Lihat ke Halaman Asli

Taufik Uieks

TERVERIFIKASI

Dosen , penulis buku travelling dan suka jalan-jalan kemana saja,

Uniknya Adzan Khas Masjid Niujie di Beijing

Diperbarui: 4 Agustus 2015   19:08

Kompasiana adalah platform blog. Konten ini menjadi tanggung jawab bloger dan tidak mewakili pandangan redaksi Kompas.


Bejing, Awal Desember 2012, cuaca dingin sangat menusuk tulang, terutama saat kami berkunjung ke Tembok Besar di Mu Tian Yu dimana suhu bisa mencapai 10 derajat di bawah nol. Namun, setelah kembali ke pusat kota cuaca agak lumayan karena masih berkisar beberapa derajat saja di atas titik beku.

Setiap mampir ke Beijing, ada satu tempat yang wajib hukumnya untuk dikunjungi. Tempat ini adalah Niujielibaishi atau Masjid Niujie yang terletak di Niujie atau kalau diterjemahan menjadi Jalan Sapi. Konon dinamakan demikian karena penduduk muslim di kawasan ini sejak lebih dari 1100 tahun lalu memang tidak makan babi seperti kebanyakan orang Cina, melainkan makan sapi.
Distrik Xuanwu, tempat masjid ini berada terus berkembang dengan pesat. Tepat di sebrang masjid, kalau dulu hanya terdapat toko-toko kecil yang menjual makanan halal kini sudah berubah menjadi sebuah super market besar yang juga khusus menjual makanan halal. Di sebelahnya juga terdapat restoran muslim.


“Niujie Muslim Super Market:” demikian nama toko yang lumayan besar dengan warna hijau yang dominan pada papan nama tersebut. Kami sempat mampir sebentar ke dalam dan melihat berjenis-jenis makanan halal baik daging, makanan kecil, maupun oleh-oleh khas Cina. Pengunjungnya pun cukup ramai berbelanja di siang yang dingin itu.

Kami segera menyebrang Niujie untuk sampai ke pintu gerbang utama masjid. Tidak ada yang berubah di masjid yang abadi ini, kecuali catnya tampak seperti lebih ceriah. Mungkin belum lama dicat ulang. Gerbang utama, tempat jual tiket, tempat wudhu, dan juga ruang sholat utama yang tetap dilapisi hamparan karpet empuk yang berwarna hijau.

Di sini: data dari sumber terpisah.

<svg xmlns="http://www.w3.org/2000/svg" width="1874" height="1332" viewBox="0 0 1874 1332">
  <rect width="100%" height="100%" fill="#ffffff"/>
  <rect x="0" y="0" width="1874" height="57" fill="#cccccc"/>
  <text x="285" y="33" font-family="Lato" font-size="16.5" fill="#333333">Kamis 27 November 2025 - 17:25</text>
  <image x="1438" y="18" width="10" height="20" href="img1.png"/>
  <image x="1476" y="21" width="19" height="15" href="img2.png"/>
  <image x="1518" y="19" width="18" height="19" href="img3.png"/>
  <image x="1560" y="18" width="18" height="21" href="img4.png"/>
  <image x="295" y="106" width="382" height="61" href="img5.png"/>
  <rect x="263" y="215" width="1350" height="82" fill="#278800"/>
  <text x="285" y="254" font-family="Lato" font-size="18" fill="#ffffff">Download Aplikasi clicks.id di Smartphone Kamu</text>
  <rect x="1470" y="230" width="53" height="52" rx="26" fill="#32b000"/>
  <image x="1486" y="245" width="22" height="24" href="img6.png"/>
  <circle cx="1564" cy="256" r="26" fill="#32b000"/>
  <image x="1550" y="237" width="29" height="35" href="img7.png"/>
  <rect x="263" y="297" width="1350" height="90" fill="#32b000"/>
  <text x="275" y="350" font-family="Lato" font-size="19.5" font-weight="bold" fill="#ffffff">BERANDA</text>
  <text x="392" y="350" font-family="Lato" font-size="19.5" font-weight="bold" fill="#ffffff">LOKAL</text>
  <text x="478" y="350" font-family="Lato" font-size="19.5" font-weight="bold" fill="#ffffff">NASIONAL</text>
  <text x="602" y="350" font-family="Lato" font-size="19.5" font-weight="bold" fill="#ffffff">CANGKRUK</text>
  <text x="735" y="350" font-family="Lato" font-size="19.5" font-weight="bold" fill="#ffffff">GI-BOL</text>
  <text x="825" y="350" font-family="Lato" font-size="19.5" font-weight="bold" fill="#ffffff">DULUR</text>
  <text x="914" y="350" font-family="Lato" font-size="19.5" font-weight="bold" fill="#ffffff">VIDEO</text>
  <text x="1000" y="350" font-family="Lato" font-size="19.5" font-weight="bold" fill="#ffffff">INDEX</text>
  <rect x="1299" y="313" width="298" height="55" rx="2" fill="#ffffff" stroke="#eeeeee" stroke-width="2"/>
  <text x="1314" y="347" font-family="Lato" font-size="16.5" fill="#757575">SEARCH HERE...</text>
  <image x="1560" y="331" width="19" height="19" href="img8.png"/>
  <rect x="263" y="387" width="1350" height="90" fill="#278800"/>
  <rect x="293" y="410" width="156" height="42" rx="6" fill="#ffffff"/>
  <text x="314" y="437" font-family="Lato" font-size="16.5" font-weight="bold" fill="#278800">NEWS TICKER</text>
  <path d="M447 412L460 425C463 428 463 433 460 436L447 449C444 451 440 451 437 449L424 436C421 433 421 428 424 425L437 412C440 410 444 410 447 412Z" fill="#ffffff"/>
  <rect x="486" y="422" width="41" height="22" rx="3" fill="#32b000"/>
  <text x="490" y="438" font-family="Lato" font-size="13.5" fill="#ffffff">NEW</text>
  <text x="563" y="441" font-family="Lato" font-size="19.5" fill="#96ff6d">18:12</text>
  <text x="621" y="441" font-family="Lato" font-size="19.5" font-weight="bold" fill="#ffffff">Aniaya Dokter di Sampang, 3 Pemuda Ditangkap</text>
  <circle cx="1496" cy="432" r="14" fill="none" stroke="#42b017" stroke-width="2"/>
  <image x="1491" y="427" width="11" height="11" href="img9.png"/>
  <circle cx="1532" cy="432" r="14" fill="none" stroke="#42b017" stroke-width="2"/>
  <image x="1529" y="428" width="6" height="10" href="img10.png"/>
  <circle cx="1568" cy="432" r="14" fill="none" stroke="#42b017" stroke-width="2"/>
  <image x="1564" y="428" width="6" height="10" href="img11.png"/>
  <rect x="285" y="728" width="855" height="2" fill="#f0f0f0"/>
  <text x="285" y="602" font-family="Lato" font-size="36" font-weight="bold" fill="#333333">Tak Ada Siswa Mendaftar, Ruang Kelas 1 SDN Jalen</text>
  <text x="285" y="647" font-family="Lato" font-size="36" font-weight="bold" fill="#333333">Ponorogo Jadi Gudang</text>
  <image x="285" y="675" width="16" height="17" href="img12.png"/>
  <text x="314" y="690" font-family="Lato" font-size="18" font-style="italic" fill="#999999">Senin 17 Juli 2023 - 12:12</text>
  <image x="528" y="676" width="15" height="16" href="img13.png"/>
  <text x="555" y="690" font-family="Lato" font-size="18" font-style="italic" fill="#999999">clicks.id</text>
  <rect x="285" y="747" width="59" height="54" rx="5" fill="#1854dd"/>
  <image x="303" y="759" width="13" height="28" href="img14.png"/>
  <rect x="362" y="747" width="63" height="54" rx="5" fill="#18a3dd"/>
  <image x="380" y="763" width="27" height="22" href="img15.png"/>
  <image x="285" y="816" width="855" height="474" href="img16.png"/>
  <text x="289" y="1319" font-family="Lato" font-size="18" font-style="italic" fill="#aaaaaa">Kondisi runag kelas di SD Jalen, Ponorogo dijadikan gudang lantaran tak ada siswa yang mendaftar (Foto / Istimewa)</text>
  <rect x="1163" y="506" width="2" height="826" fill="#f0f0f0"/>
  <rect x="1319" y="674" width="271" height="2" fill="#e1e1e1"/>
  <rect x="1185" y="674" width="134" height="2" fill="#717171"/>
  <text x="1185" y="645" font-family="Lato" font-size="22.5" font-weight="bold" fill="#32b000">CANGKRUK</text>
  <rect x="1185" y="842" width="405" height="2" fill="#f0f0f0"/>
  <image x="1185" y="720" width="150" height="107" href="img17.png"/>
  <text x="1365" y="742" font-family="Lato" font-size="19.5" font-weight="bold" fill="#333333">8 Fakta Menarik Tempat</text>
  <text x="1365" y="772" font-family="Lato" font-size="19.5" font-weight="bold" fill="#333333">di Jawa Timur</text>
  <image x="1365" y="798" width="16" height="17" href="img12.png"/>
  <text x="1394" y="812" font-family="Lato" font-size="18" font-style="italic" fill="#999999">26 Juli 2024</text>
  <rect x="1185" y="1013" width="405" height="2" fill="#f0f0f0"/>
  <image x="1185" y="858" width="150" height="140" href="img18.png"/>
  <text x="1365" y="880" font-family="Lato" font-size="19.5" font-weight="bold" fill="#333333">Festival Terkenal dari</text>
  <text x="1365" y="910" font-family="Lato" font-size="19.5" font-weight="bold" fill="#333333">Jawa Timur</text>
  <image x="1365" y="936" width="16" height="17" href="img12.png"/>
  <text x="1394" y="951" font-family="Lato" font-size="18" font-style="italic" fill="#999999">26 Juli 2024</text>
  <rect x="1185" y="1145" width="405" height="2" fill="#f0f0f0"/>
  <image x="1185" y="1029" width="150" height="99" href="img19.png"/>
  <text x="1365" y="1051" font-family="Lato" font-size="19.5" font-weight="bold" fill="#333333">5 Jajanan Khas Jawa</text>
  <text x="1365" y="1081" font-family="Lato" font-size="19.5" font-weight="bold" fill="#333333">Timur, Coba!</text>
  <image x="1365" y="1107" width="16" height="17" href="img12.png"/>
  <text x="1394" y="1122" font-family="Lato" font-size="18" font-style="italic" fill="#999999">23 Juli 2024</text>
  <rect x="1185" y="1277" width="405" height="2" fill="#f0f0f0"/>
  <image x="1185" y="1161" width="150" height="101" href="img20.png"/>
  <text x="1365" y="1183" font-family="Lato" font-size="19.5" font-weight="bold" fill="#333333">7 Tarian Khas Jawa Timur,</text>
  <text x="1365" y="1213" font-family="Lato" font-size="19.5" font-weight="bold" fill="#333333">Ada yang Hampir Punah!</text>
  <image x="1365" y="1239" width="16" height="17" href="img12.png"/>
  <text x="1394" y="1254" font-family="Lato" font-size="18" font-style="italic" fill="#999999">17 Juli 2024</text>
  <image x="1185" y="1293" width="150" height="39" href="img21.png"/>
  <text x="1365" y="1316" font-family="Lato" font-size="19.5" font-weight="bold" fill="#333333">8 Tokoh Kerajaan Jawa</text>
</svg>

Ruang utama nya banyak dihiasi kaligrafi pada tiang dan relung-relung yang didominasi warna merah dan kuning emas. Campuran budaya Cina dan Arab sangat kental sekali di dalam masjid ini. Sementara langit-langit masjid dihiasi lukisan-lukisan berpola geometris dan flora dengan kombinasi warna hijau, biru dan merah yang cantik.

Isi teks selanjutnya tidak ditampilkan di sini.